[Records from a collection]
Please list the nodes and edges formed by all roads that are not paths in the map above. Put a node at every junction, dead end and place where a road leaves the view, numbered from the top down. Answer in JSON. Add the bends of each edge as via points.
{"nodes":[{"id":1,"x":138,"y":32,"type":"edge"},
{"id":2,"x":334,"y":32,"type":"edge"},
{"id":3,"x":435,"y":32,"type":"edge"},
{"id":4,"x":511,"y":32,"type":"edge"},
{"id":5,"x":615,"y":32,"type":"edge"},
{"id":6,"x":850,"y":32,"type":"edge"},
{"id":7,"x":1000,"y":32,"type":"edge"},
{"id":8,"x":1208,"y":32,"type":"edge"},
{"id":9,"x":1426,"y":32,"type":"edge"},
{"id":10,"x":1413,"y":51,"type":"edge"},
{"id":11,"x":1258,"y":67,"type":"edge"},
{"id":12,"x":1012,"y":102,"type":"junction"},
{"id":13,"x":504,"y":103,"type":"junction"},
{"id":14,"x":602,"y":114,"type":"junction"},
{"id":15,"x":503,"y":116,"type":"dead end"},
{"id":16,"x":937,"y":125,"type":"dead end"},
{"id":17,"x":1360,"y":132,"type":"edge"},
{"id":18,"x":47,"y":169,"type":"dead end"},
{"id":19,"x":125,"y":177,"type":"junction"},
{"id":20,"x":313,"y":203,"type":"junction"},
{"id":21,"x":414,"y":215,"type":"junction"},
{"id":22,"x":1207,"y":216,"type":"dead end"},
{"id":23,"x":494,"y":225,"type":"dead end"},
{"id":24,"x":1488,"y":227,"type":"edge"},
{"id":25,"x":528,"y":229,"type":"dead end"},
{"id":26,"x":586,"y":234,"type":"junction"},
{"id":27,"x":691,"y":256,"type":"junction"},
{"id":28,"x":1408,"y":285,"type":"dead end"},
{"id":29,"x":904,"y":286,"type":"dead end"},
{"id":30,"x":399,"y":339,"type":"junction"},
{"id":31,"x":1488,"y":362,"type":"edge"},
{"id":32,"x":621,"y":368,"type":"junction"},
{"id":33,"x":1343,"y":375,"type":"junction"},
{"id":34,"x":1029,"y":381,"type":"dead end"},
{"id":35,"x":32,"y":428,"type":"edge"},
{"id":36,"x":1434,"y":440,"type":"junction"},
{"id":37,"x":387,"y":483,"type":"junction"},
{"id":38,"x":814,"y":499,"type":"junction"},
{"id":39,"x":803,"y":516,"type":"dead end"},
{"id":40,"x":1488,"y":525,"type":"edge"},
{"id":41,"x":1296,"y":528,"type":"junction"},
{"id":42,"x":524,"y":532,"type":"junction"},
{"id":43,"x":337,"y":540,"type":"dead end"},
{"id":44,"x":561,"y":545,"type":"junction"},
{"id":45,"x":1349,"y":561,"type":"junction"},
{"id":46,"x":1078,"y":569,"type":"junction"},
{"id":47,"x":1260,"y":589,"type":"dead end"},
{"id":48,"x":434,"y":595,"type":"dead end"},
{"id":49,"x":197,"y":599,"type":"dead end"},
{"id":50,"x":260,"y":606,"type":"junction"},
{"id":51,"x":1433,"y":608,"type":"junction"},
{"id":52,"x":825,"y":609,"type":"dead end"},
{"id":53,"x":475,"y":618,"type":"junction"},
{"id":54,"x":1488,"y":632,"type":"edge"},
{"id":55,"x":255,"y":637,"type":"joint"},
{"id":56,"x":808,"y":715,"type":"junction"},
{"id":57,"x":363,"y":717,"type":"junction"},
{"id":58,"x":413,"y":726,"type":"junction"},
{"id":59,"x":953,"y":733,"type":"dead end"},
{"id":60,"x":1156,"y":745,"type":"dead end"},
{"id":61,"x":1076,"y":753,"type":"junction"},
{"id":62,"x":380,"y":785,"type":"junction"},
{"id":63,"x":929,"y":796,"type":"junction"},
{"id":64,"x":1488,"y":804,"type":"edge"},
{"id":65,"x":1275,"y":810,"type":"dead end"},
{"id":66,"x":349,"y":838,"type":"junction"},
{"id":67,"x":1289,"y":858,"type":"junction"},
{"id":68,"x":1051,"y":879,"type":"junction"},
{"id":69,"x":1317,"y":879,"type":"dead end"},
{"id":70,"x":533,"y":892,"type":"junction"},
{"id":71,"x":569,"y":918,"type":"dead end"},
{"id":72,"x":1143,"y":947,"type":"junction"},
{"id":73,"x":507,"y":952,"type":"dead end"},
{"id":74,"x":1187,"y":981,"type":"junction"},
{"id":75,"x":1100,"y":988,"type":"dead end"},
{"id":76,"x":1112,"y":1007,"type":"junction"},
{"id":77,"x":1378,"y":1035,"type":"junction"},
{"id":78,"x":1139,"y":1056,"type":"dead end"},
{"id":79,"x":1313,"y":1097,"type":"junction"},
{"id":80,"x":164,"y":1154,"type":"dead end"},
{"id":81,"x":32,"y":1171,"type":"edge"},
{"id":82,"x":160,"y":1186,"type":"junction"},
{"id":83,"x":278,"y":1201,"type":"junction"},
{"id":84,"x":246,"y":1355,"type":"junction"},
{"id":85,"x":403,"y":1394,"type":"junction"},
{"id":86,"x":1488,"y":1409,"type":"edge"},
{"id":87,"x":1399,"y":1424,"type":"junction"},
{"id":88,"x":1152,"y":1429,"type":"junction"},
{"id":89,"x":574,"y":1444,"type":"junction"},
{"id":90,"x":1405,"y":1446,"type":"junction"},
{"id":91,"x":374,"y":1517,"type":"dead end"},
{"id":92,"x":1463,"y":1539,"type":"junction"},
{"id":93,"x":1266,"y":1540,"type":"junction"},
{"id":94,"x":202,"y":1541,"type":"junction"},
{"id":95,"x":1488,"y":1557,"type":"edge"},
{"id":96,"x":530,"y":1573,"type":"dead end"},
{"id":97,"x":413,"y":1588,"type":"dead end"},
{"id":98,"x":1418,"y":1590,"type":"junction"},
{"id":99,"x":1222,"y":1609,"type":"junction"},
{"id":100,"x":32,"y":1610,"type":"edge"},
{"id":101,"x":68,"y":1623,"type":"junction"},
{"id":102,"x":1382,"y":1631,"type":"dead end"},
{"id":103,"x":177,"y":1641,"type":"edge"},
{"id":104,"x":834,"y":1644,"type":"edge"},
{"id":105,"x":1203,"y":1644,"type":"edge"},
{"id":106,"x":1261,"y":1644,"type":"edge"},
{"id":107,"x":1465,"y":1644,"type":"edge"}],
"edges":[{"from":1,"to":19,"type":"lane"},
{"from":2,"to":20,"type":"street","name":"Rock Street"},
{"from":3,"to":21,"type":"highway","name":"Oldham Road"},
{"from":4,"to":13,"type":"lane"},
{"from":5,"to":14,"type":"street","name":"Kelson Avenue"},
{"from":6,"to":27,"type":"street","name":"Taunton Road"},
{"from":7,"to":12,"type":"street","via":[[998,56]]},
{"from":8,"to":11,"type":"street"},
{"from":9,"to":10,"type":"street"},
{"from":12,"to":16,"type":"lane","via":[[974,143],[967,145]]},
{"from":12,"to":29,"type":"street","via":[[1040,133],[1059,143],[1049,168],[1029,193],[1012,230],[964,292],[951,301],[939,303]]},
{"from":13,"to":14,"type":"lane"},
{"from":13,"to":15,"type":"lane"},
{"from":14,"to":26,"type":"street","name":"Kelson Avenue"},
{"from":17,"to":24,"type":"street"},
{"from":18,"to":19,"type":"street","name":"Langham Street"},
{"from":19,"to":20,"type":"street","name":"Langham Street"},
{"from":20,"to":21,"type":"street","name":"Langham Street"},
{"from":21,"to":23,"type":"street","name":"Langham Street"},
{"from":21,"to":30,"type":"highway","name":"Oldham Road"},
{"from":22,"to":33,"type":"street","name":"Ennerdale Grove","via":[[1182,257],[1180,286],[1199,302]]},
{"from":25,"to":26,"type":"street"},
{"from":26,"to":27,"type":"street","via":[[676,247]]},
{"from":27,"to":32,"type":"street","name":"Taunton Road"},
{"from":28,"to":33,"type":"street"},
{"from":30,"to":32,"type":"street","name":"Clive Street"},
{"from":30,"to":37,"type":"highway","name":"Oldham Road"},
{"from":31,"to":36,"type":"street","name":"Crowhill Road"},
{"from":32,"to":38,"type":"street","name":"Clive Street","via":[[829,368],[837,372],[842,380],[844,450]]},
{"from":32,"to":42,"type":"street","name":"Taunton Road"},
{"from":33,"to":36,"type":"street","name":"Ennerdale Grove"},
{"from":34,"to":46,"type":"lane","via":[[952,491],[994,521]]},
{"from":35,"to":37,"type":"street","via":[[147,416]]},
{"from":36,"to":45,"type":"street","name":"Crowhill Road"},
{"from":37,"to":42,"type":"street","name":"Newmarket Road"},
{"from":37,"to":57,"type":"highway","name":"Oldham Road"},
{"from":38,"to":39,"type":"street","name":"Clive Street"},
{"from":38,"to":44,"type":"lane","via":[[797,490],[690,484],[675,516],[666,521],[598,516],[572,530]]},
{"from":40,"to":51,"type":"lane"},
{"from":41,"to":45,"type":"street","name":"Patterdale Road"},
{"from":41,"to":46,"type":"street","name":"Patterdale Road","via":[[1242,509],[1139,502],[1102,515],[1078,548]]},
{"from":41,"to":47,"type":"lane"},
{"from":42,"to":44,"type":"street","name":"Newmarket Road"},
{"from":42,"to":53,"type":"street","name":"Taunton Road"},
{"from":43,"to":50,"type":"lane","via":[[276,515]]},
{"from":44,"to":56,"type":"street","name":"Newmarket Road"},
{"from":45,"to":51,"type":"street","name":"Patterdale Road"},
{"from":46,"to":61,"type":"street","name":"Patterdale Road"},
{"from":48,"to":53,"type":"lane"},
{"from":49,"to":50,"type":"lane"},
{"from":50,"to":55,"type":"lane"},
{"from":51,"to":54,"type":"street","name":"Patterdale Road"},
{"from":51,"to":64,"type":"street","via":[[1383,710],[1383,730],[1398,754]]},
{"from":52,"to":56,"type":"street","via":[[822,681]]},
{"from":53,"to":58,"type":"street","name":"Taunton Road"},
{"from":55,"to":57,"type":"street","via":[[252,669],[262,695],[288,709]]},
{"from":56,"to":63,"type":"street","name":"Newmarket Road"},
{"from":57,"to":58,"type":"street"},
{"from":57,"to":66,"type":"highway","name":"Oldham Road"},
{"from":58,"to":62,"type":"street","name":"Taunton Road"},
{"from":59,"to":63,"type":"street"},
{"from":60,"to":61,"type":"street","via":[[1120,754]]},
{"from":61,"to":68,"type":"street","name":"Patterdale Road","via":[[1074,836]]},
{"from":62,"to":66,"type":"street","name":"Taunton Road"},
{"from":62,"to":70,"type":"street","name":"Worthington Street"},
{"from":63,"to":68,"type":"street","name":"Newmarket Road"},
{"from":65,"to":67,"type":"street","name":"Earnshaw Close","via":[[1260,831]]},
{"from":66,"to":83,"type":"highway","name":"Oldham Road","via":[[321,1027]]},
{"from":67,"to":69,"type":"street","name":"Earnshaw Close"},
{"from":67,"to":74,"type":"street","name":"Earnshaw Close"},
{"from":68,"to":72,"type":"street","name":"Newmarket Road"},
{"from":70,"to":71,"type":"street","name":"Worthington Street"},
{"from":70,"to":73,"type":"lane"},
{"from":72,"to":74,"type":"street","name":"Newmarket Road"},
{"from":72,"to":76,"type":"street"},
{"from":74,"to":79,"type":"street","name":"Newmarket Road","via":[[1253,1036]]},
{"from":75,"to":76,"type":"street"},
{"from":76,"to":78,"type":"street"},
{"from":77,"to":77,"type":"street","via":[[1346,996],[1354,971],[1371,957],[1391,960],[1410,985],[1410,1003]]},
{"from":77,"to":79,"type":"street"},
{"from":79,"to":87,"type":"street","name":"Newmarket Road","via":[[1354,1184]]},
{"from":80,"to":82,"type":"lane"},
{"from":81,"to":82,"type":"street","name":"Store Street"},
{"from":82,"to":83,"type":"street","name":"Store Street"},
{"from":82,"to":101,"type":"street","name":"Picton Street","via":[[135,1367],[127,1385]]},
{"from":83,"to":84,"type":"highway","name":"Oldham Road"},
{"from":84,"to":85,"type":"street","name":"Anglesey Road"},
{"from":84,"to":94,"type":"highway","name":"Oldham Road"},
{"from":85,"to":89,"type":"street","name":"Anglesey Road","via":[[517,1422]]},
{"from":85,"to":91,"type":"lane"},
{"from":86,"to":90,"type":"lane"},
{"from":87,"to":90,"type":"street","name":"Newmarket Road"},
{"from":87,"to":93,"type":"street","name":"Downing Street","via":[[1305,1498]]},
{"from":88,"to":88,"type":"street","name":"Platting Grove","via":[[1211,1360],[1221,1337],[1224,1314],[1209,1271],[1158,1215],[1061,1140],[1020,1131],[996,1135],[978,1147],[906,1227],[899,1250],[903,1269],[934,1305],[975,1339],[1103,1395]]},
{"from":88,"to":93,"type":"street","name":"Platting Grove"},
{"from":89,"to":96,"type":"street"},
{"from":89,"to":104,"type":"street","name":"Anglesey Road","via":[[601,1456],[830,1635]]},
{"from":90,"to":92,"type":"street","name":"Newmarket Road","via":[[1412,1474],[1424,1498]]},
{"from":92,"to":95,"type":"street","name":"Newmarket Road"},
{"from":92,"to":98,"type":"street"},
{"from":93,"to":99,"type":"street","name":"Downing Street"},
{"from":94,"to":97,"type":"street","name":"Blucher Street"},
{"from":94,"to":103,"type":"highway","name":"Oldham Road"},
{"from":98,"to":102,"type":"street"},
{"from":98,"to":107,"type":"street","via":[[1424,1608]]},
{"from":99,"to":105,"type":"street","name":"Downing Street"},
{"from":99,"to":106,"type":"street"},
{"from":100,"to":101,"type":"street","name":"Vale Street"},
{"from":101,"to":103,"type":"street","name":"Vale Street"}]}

- What the task requires -
Only the lines above that hold "Ennerdale" are wanted. Show every one of them.

- Task solution -
{"from":22,"to":33,"type":"street","name":"Ennerdale Grove","via":[[1182,257],[1180,286],[1199,302]]},
{"from":33,"to":36,"type":"street","name":"Ennerdale Grove"},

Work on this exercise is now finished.